PBNU Tegaskan Aliansi Muda NU yang Lapor Pandji Bukan Bagian dari Organisasi

19 hours ago 4
Jakarta -

Pengurus Besar Nahdlatul Ulama (PBNU) menegaskan Aliansi Muda Nahdlatul Ulama yang melaporkan komika Pandji Pragiwaksono ke Polda Metro Jaya bukan bagian dari PBNU. Ketua PBNU, Ulil Abshar Abdalla, menyatakan aliansi tersebut bukan representasi organisasi.

"Kalau representasi PBNU jelas tidak," dikutip dari situs NU Online, Jumat (9/1/2026).

Ulil mengatakan pengatasnamaan NU dalam berbagai aktivitas oleh individu atau kelompok sudah ada sejak dulu. Menurut dia, hal itu tidak terlepas dari karakter NU sebagai organisasi yang terbuka.

SCROLL TO CONTINUE WITH CONTENT

"Tetapi sejak dulu kan banyak orang bikin ini itu atas nama NU. Karena NU itu sifatnya terbuka, ya memang siapa saja bisa bikin lembaga atas nama NU," jelasnya.

Namun, kata dia, sejumlah kelompok yang mengatasnamakan NU itu kadang bersifat temporer. Bahkan, menurut Ulil, ada yang hanya bertahan hitungan jam.

"Ada yang mau demo untuk isu tertentu, bikin gerakan atas nama NU. Umurnya mungkin hanya beberapa jam saja, karena setelah jamnya lewat, gerakan itu ya ndak ada lagi. Itulah uniknya NU," kata Ulil.

Terlepas dari itu, Ulil menekankan mengenai pentingnya humor dalam kehidupan masyarakat.

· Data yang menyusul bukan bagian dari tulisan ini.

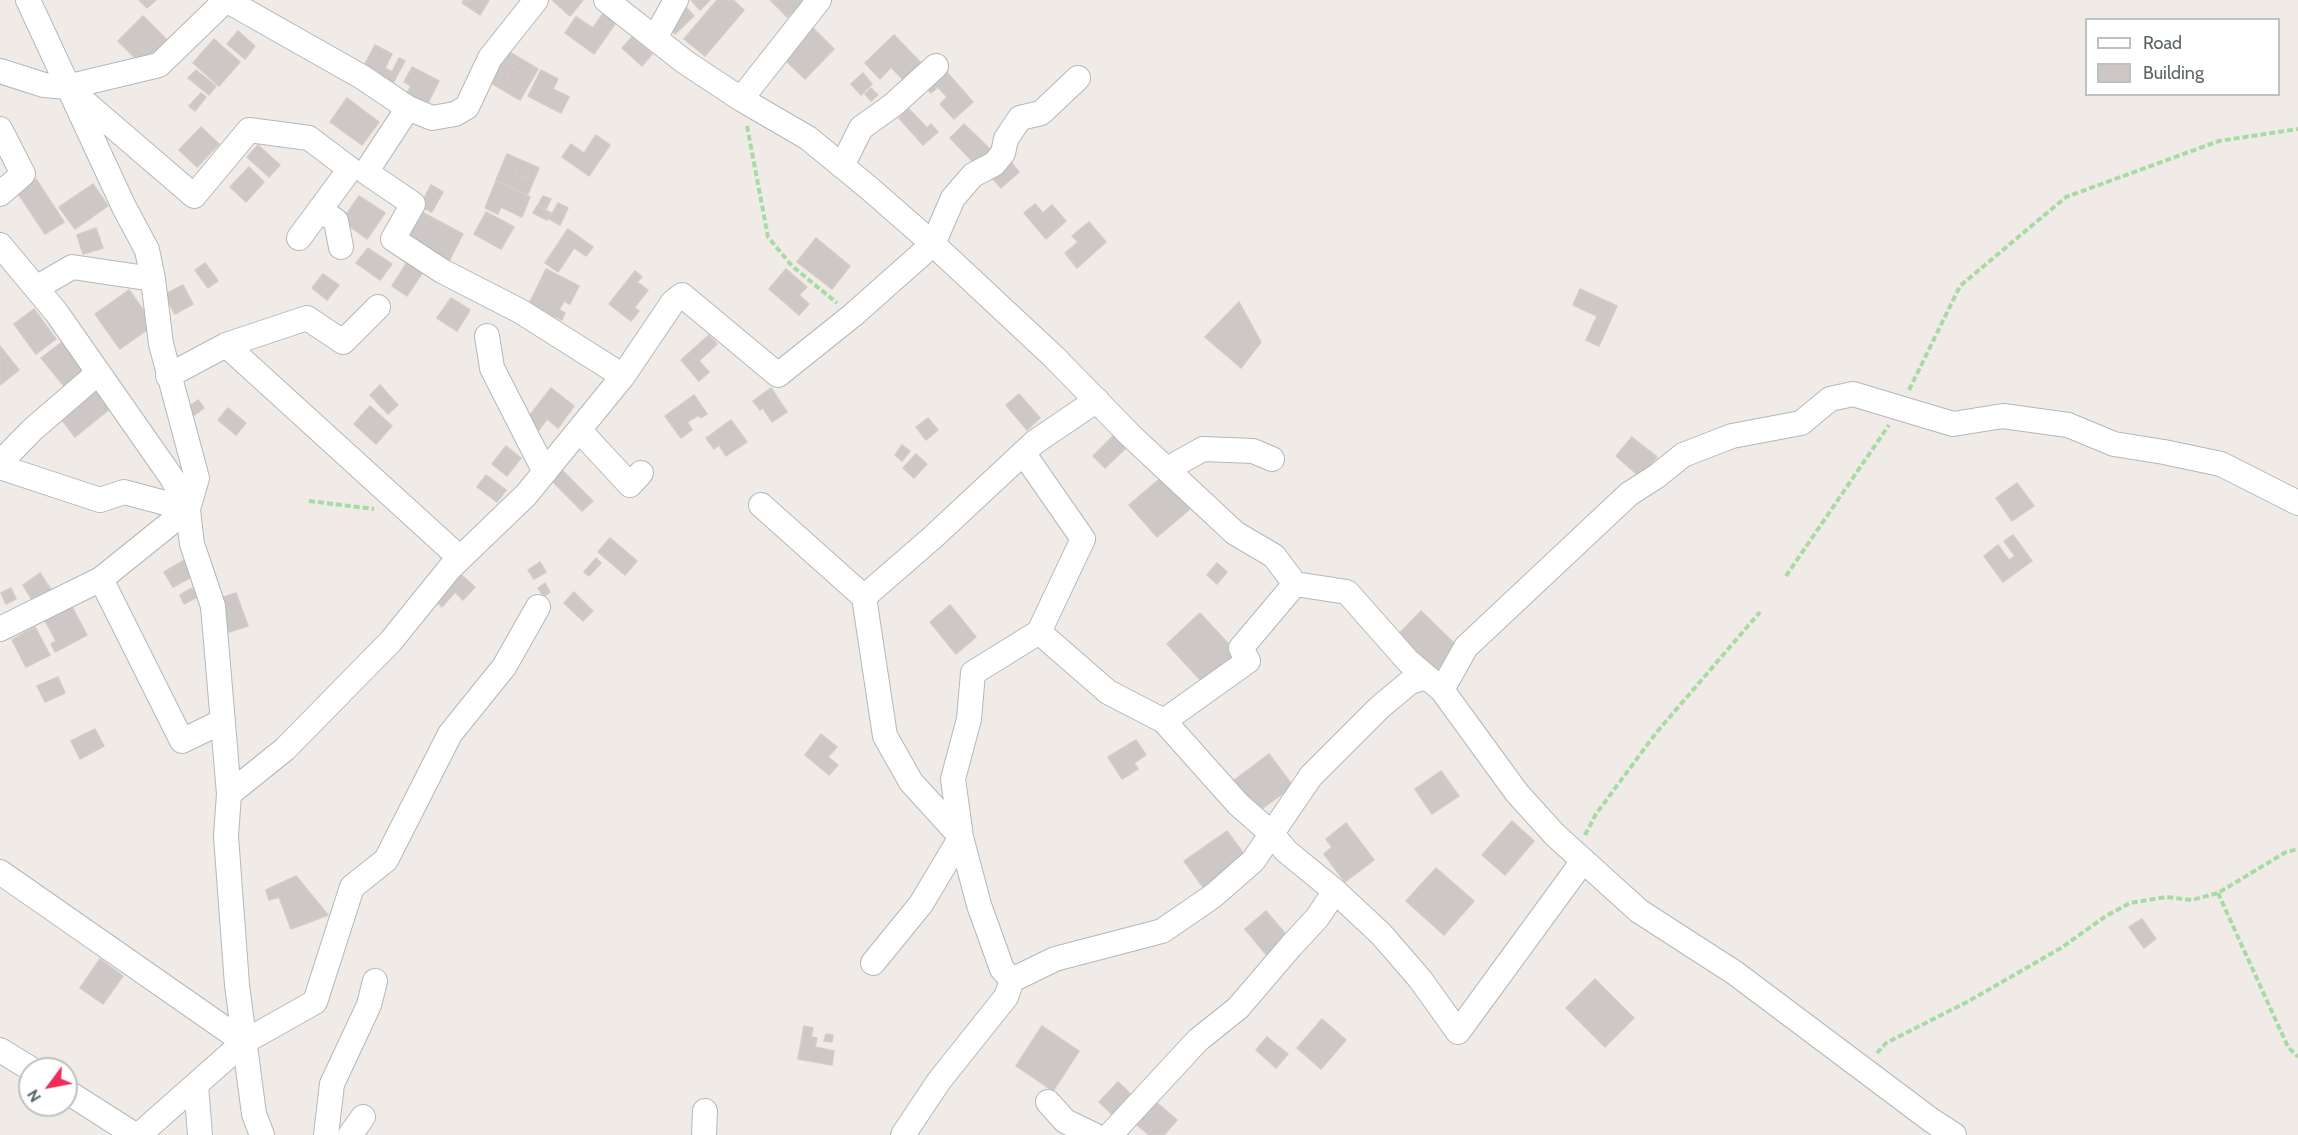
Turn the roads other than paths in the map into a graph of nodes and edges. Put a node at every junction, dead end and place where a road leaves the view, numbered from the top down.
1 (28, 0) edge
2 (226, 0) edge
3 (536, 0) edge
4 (606, 0) edge
5 (676, 0) edge
6 (819, 0) edge
7 (655, 38) junction
8 (936, 66) dead end
9 (0, 71) edge
10 (1078, 78) dead end
11 (66, 87) junction
12 (741, 99) junction
13 (408, 108) junction
14 (0, 129) edge
15 (842, 166) junction
16 (358, 171) junction
17 (0, 194) edge
18 (320, 209) junction
19 (299, 238) dead end
20 (933, 244) junction
21 (0, 245) edge
22 (341, 247) dead end
23 (153, 279) junction
24 (36, 288) junction
25 (378, 307) dead end
26 (487, 336) dead end
27 (226, 345) junction
28 (98, 373) junction
29 (168, 376) junction
30 (623, 376) junction
31 (1097, 400) junction
32 (580, 431) junction
33 (1024, 454) junction
34 (1272, 459) dead end
35 (0, 463) edge
36 (1167, 469) junction
37 (545, 472) junction
38 (641, 474) dead end
39 (2298, 503) edge
40 (761, 505) dead end
41 (188, 509) junction
42 (460, 558) junction
43 (101, 579) junction
44 (1295, 584) junction
45 (864, 597) junction
46 (538, 608) dead end
47 (0, 629) edge
48 (1039, 632) junction
49 (1435, 684) junction
50 (223, 721) junction
51 (1164, 721) junction
52 (229, 794) junction
53 (1272, 834) junction
54 (961, 837) junction
55 (1579, 858) junction
56 (0, 872) edge
57 (1335, 891) junction
58 (873, 963) dead end
59 (1011, 980) junction
60 (375, 981) dead end
61 (244, 1042) junction
62 (0, 1050) edge
63 (18, 1061) edge
64 (196, 1085) junction
65 (78, 1098) edge
66 (1048, 1102) dead end
67 (705, 1111) dead end
68 (137, 1135) edge
69 (200, 1135) edge
70 (262, 1135) edge
71 (326, 1135) edge
72 (704, 1135) edge
73 (903, 1135) edge
74 (1094, 1135) edge
75 (1110, 1135) edge
76 (1954, 1135) edge

1 - 11 street
2 - 11 street
2 - 13 street
3 - 13 street
4 - 7 street
5 - 7 street
6 - 12 street
7 - 12 street
8 - 15 street
9 - 11 street
10 - 20 street
11 - 16 street
11 - 23 street
12 - 15 street
13 - 16 street
14 - 17 street
15 - 20 street
16 - 18 street
16 - 30 street
18 - 19 street
18 - 22 street
20 - 30 street
20 - 31 street
21 - 24 street
23 - 24 street
23 - 29 street
24 - 28 street
25 - 27 street
26 - 37 street
27 - 29 street
27 - 42 street
28 - 35 street
28 - 41 street
29 - 41 street
30 - 32 street
31 - 33 street
31 - 36 street
32 - 37 street
32 - 38 street
33 - 45 street
33 - 48 street
34 - 36 street
35 - 41 street
36 - 44 street
37 - 42 street
39 - 49 street
40 - 45 street
41 - 43 street
41 - 50 street
42 - 52 street
43 - 47 street
43 - 50 street
44 - 49 street
44 - 51 street
45 - 54 street
46 - 61 street
48 - 51 street
48 - 54 street
49 - 53 street
49 - 55 street
50 - 52 street
51 - 53 street
52 - 61 street
53 - 57 street
53 - 59 street
54 - 58 street
54 - 59 street
55 - 57 street
55 - 76 street
56 - 61 street
57 - 75 street
59 - 73 street
60 - 71 street
61 - 64 street
61 - 70 street
62 - 63 street
64 - 68 street
64 - 69 street
65 - 68 street
66 - 74 street
67 - 72 street

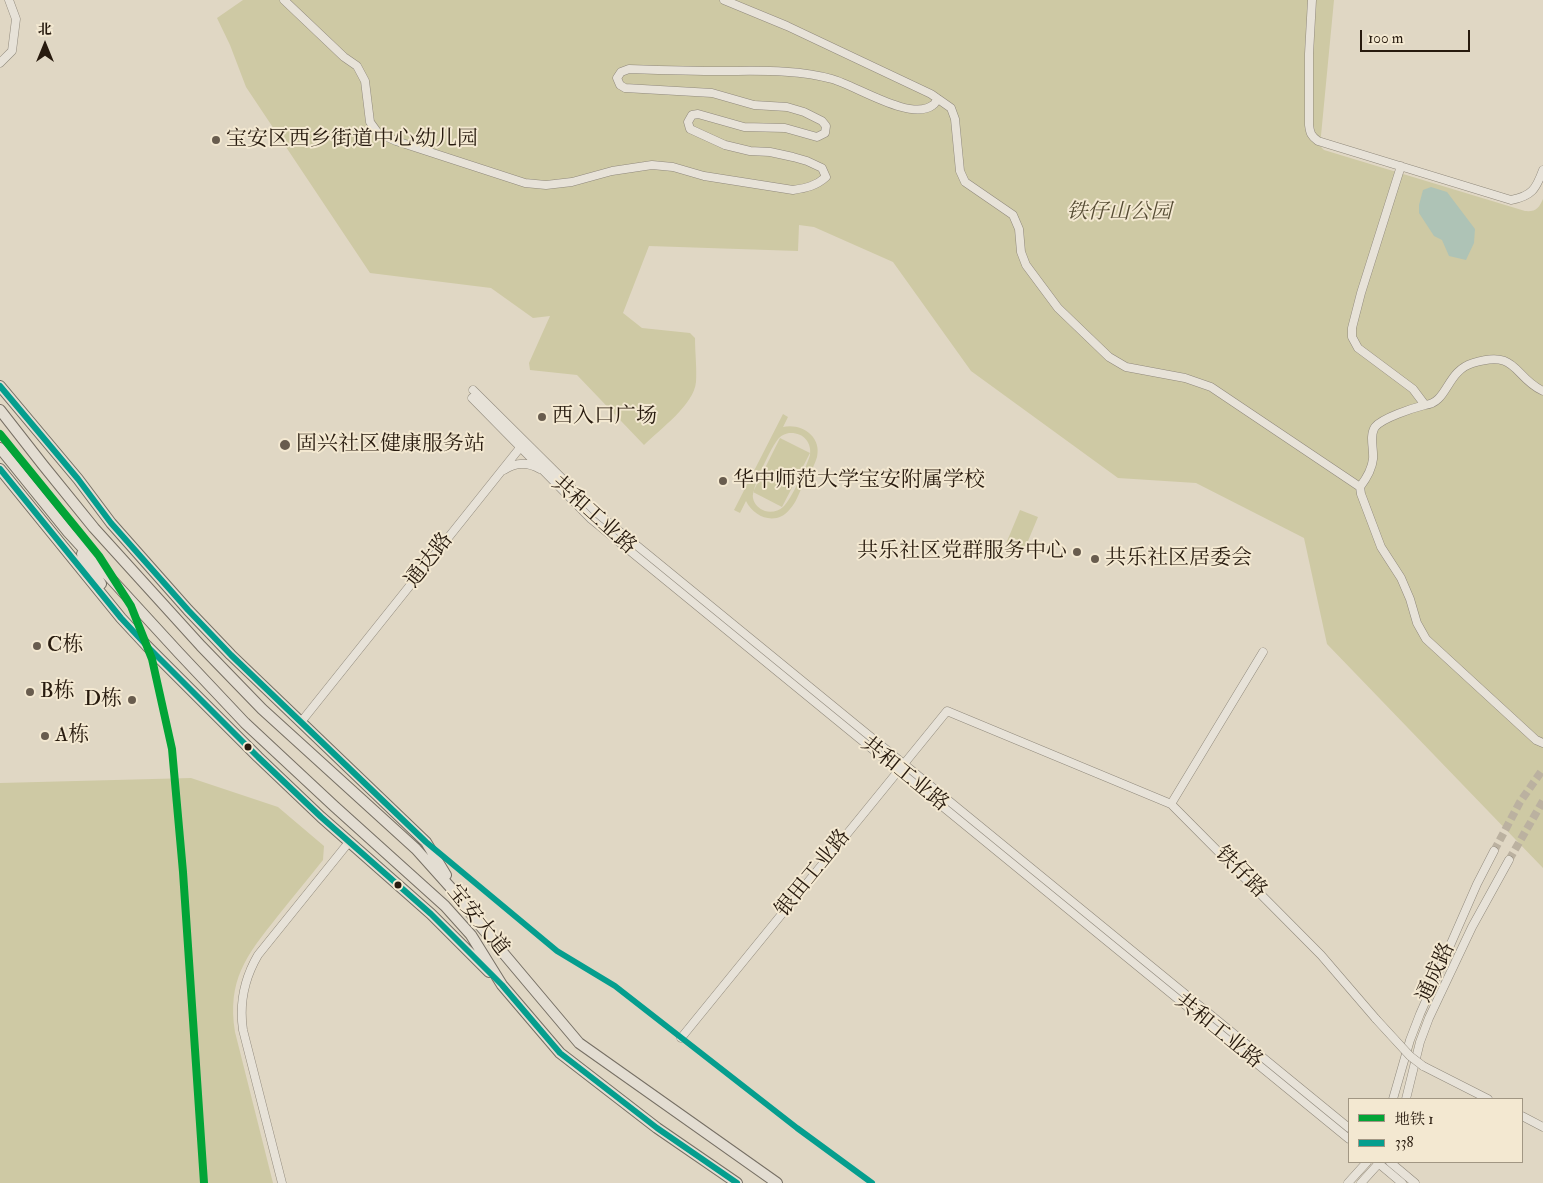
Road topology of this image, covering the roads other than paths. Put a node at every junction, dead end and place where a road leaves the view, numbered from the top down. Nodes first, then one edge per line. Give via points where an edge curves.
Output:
1 (9, 0) edge
2 (284, 0) edge
3 (724, 0) edge
4 (1312, 0) edge
5 (0, 63) edge
6 (935, 102) junction
7 (1401, 166) junction
8 (1543, 170) edge
9 (0, 386) edge
10 (1543, 391) edge
11 (473, 394) dead end
12 (1425, 405) junction
13 (0, 410) edge
14 (523, 444) junction
15 (0, 448) edge
16 (0, 469) edge
17 (550, 477) junction
18 (495, 479) junction
19 (1360, 487) junction
20 (68, 532) junction
21 (121, 618) junction
22 (201, 646) junction
23 (1263, 652) dead end
24 (270, 692) junction
25 (947, 711) joint
26 (301, 722) junction
27 (1543, 743) edge
28 (901, 767) junction
29 (1172, 804) junction
30 (349, 842) junction
31 (1494, 851) tunnel mouth
32 (1509, 860) tunnel mouth
33 (459, 897) junction
34 (502, 985) junction
35 (681, 1038) dead end
36 (1393, 1098) edge
37 (1406, 1098) edge
38 (1486, 1098) edge
39 (1523, 1117) edge
40 (1345, 1123) edge
41 (1543, 1127) edge
42 (1348, 1138) edge
43 (1366, 1163) edge
44 (1377, 1163) edge
45 (1379, 1163) edge
46 (1391, 1163) edge
47 (282, 1183) edge
48 (737, 1183) edge
49 (776, 1183) edge
50 (1348, 1183) edge
51 (1361, 1183) edge
52 (1402, 1183) edge
53 (1415, 1183) edge

1 - 5 street via 16,19 12,51
2 - 6 street via 357,66 365,82 370,122 378,133 536,184 572,182 652,165 793,190 804,189 826,177 822,168 807,161 725,145 690,129 688,122 692,115 698,114 744,127 785,128 817,137 825,133 826,126 822,121 787,106 754,105 712,93 626,88 617,78 629,69 810,74 848,85 910,110 923,109
3 - 6 street via 930,94
4 - 7 street via 1309,54 1311,135 1318,141
6 - 19 street via 951,108 960,171 965,182 1013,215 1026,265 1058,308 1109,357 1126,367 1185,378 1211,387
7 - 8 street via 1511,200 1531,193
7 - 12 street via 1361,292 1352,337 1358,348 1413,389
9 - 24 main road via 188,610
10 - 12 street via 1513,365 1500,360 1484,360 1467,365 1456,373 1440,398
11 - 14 street, 共和工业路
12 - 19 street via 1395,415 1376,426 1372,434 1373,460 1368,477
13 - 22 main road, 宝安大道 via 94,528
14 - 17 street, 共和工业路
14 - 18 street, 通达路
14 - 28 street, 共和工业路 via 597,513
15 - 20 main road, 宝安大道
16 - 21 main road
17 - 18 street via 536,467 522,464 507,468
17 - 28 street, 共和工业路 via 591,519
18 - 26 street, 通达路
19 - 27 street via 1381,546 1401,578 1426,639
20 - 21 main road
20 - 34 main road, 宝安大道 via 246,723 445,906 471,934
21 - 30 main road via 258,757
22 - 24 main road
22 - 33 main road, 宝安大道 via 262,709 416,848
23 - 29 street
24 - 26 main road
25 - 28 street, 银田工业路
25 - 29 street, 铁仔路
26 - 33 main road via 426,842
28 - 35 street, 银田工业路
28 - 40 street, 共和工业路
28 - 42 street, 共和工业路
29 - 38 street, 铁仔路, bridge via 1321,955 1410,1056
30 - 34 main road via 431,914
30 - 47 street via 258,955 243,991 243,1030
31 - 36 street, 通成路 via 1420,1014
32 - 37 street, 通成路 via 1472,927 1429,1018
33 - 49 main road, 宝安大道 via 579,1043
34 - 48 main road, 宝安大道 via 560,1053 657,1128
39 - 41 street
43 - 50 street
44 - 51 street
45 - 52 street
46 - 53 street

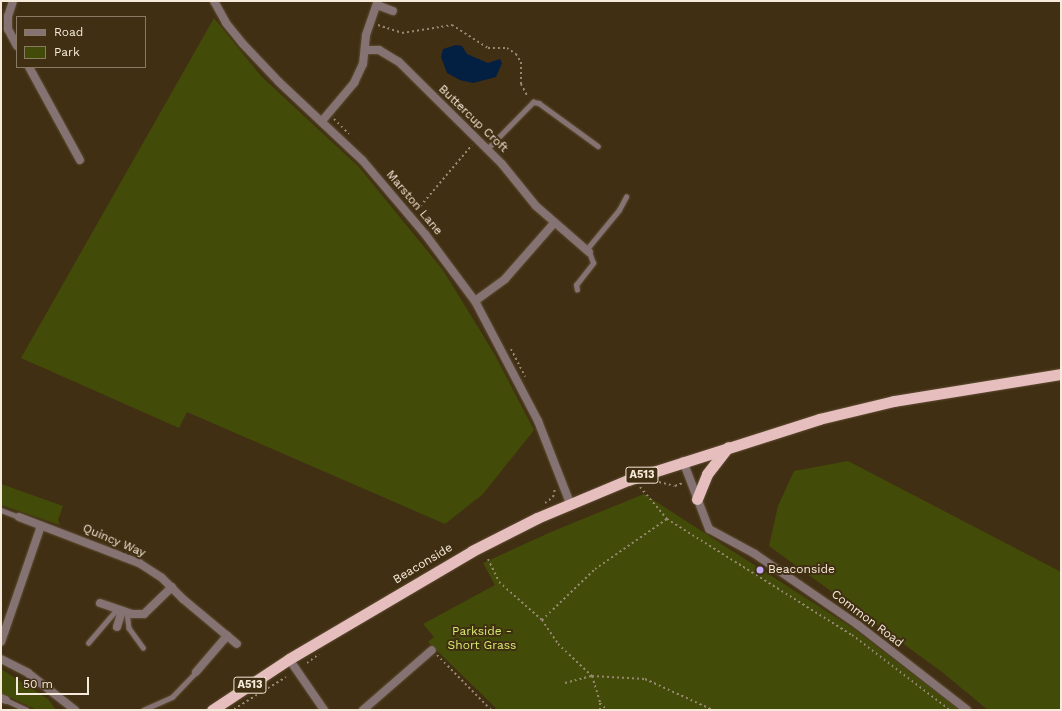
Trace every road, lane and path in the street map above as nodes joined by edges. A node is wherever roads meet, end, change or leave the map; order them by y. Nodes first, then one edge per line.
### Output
1 (13, 1) edge
2 (214, 1) edge
3 (377, 3) edge
4 (393, 11) dead end
5 (371, 22) junction
6 (16, 44) edge
7 (366, 50) junction
8 (30, 68) edge
9 (533, 102) junction
10 (322, 121) junction
11 (477, 140) junction
12 (598, 146) dead end
13 (487, 149) junction
14 (80, 160) dead end
15 (626, 197) dead end
16 (416, 211) dead end
17 (554, 222) junction
18 (588, 251) junction
19 (577, 290) dead end
20 (475, 301) junction
21 (1061, 374) edge
22 (1035, 380) junction
23 (1061, 380) edge
24 (729, 447) junction
25 (683, 461) junction
26 (552, 482) dead end
27 (667, 483) dead end
28 (640, 486) dead end
29 (675, 486) dead end
30 (697, 499) junction
31 (570, 504) junction
32 (539, 505) dead end
33 (1, 510) edge
34 (19, 517) joint
35 (667, 518) junction
36 (42, 526) junction
37 (488, 559) dead end
38 (172, 587) junction
39 (100, 602) dead end
40 (122, 611) junction
41 (542, 620) junction
42 (117, 627) dead end
43 (227, 636) junction
44 (1, 642) edge
45 (88, 643) dead end
46 (237, 644) dead end
47 (143, 647) dead end
48 (432, 650) joint
49 (1, 659) edge
50 (289, 659) junction
51 (196, 672) joint
52 (592, 676) junction
53 (286, 677) dead end
54 (565, 683) dead end
55 (3, 699) edge
56 (600, 703) junction
57 (27, 710) edge
58 (75, 710) edge
59 (143, 710) edge
60 (212, 710) edge
61 (232, 710) edge
62 (324, 710) edge
63 (363, 710) edge
64 (491, 710) edge
65 (600, 710) edge
66 (607, 710) edge
67 (713, 710) edge
68 (950, 710) edge
69 (966, 710) edge

1 - 6 street
2 - 10 street, Marston Lane
3 - 4 street
3 - 5 street
5 - 7 street
5 - 9 path
7 - 10 street
7 - 11 street, Buttercup Croft
8 - 14 street
9 - 12 lane
9 - 13 lane
10 - 20 street, Marston Lane
11 - 13 street, Buttercup Croft
11 - 16 path
13 - 17 street, Buttercup Croft
15 - 18 lane
17 - 18 street, Buttercup Croft
17 - 20 street
18 - 19 lane
20 - 31 street, Marston Lane
21 - 22 highway, Beaconside / A513
22 - 23 highway, Beaconside / A513
22 - 24 highway, Beaconside / A513
24 - 25 highway, Beaconside / A513
24 - 30 highway
25 - 30 street, Common Road
25 - 31 highway, Beaconside / A513
26 - 32 path
27 - 29 path
28 - 35 path
30 - 69 street, Common Road
31 - 50 highway, Beaconside / A513
33 - 34 lane, Quincy Way
34 - 36 street, Quincy Way
35 - 41 path
35 - 68 path
36 - 38 street, Quincy Way
36 - 44 street
37 - 41 path
38 - 40 street
38 - 43 street, Quincy Way
39 - 40 street
40 - 42 street
40 - 45 lane
40 - 47 lane
41 - 52 path
43 - 46 street, Quincy Way
43 - 51 street
48 - 63 street
48 - 64 path
49 - 58 street
50 - 60 highway, Beaconside / A513
50 - 62 street
51 - 59 lane
52 - 54 path
52 - 56 path
52 - 67 path
53 - 61 path
55 - 57 lane
56 - 65 path
56 - 66 path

Dia menyesalkan jika ada komedian yang biasa membuat orang tertawa justru harus berhadapan dengan proses hukum.

"Kita butuh banyak ketawa di negeri ini. Kasihan kalau komedian yang bikin banyak orang tertawa harus dilaporkan ke aparat hukum. Humor adalah koentji," ujar Ulil.

Pandji Dipolisikan

Sebelumnya diberitakan, Pandji Pragiwaksono dilaporkan ke Polda Metro Jaya buntut materi stand up comedy dalam 'Mens Rea' yang diduga menista agama.

"Tentang dugaan penghasutan di muka umum dan dugaan penistaan agama berkaitan dengan pernyataan dalam sebuah acara bertajuk 'Mens Rea'," kata Kabid Humas Polda Metro Jaya Kombes Budi Hermanto saat dihubungi, Kamis (8/1/2026).

Pandji dilaporkan terkait Pasal 300 dan/atau pasal 301 KUHP dan/atau pasal 242 KUHP dan/atau pasal 243 KUHP. Laporan tersebut teregister dengan nomor LP/B/166/I/2026/SPKT/POLDA METRO JAYA tertanggal 8 Januari 2026.

Budi menambahkan pihaknya selanjutnya akan melakukan klarifikasi dan menganalisis barang bukti. Pihak kepolisian masih melakukan pendalaman.

"Penyidik akan melakukan klarifikasi dan analisa barang bukti, agar masyarakat tetap bijak dalam menyampaikan informasi. Beri ruang bagi penyelidik dan penyidik dalam proses penegakan hukum," jelasnya.

Adapun pelapor dalam hal ini Angkatan Muda Nahdlatul Ulama (NU) bersama Aliansi Muda Muhammadiyah. Pelaporan tersebut dibuat lantaran menurutnya materi yang disampaikan Pandji membuat kegaduhan. Dia juga menyebut materi tersebut bisa menimbulkan perpecahan.

"Menurut kami beliau merendahkan, memfitnah, dan cenderung menimbulkan kegaduhan di ruang publik, dan memecah belah bangsa ini. Itu kan keresahan terhadap, khususnya kami sebagai anak bangsa, anak Nahdliyin, pun juga teman saya sebagai Aliansi Muda Muhammadiyah," kata Presedium Angkatan Muda NU, Rizki Abdul Rahman Wahid, kepada wartawan, Kamis (8/1).